**Source material:**

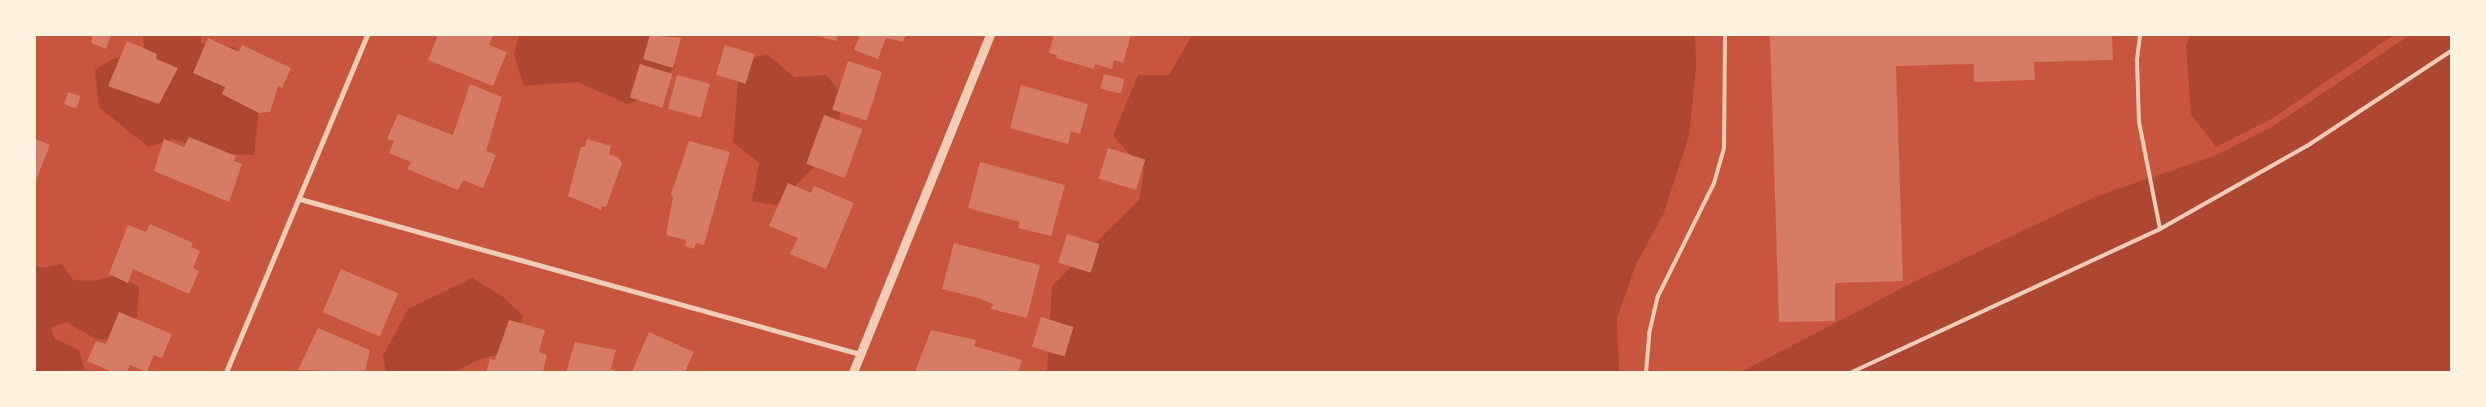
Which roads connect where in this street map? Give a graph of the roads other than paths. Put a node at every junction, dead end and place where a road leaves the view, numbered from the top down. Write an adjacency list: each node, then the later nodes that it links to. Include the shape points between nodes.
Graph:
1 (367, 35): 6 (street)
2 (990, 35): 8 (street)
3 (1724, 35): 11 (lane, via 1724,148 1714,183 1658,296)
4 (2140, 35): 7 (lane, via 2137,60 2139,122)
5 (2451, 51): 7 (lane, via 2307,146)
6 (300, 199): 8 (street); 9 (street)
7 (2160, 229): 12 (lane)
8 (860, 354): 10 (street)
9 (226, 372)
10 (853, 372)
11 (1646, 372)
12 (1852, 372)

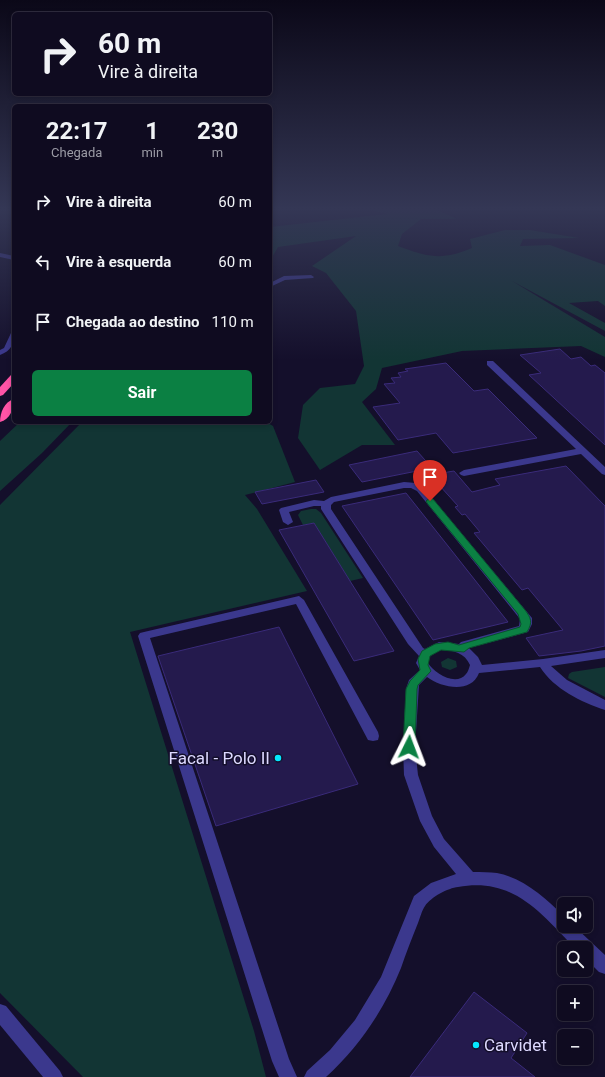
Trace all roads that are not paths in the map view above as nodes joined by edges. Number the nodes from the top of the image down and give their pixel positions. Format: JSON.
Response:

**About this exercise:**
Could you reproduce the records above exactly, leaving out the pictures?

**Written answer:**
Which roads connect where in this street map? Give a graph of the roads other than paths. Put a node at every junction, dead end and place where a road leaves the view, numbered from the top down. Write an adjacency list: each node, then the later nodes that it links to. Include the shape points between nodes.
Graph:
1 (367, 35): 6 (street)
2 (990, 35): 8 (street)
3 (1724, 35): 11 (lane, via 1724,148 1714,183 1658,296)
4 (2140, 35): 7 (lane, via 2137,60 2139,122)
5 (2451, 51): 7 (lane, via 2307,146)
6 (300, 199): 8 (street); 9 (street)
7 (2160, 229): 12 (lane)
8 (860, 354): 10 (street)
9 (226, 372)
10 (853, 372)
11 (1646, 372)
12 (1852, 372)

Trace all roads that are not paths in the map view above as nodes joined by edges. Number the nodes from the top of the image down and give their pixel positions. Format: JSON.
Response:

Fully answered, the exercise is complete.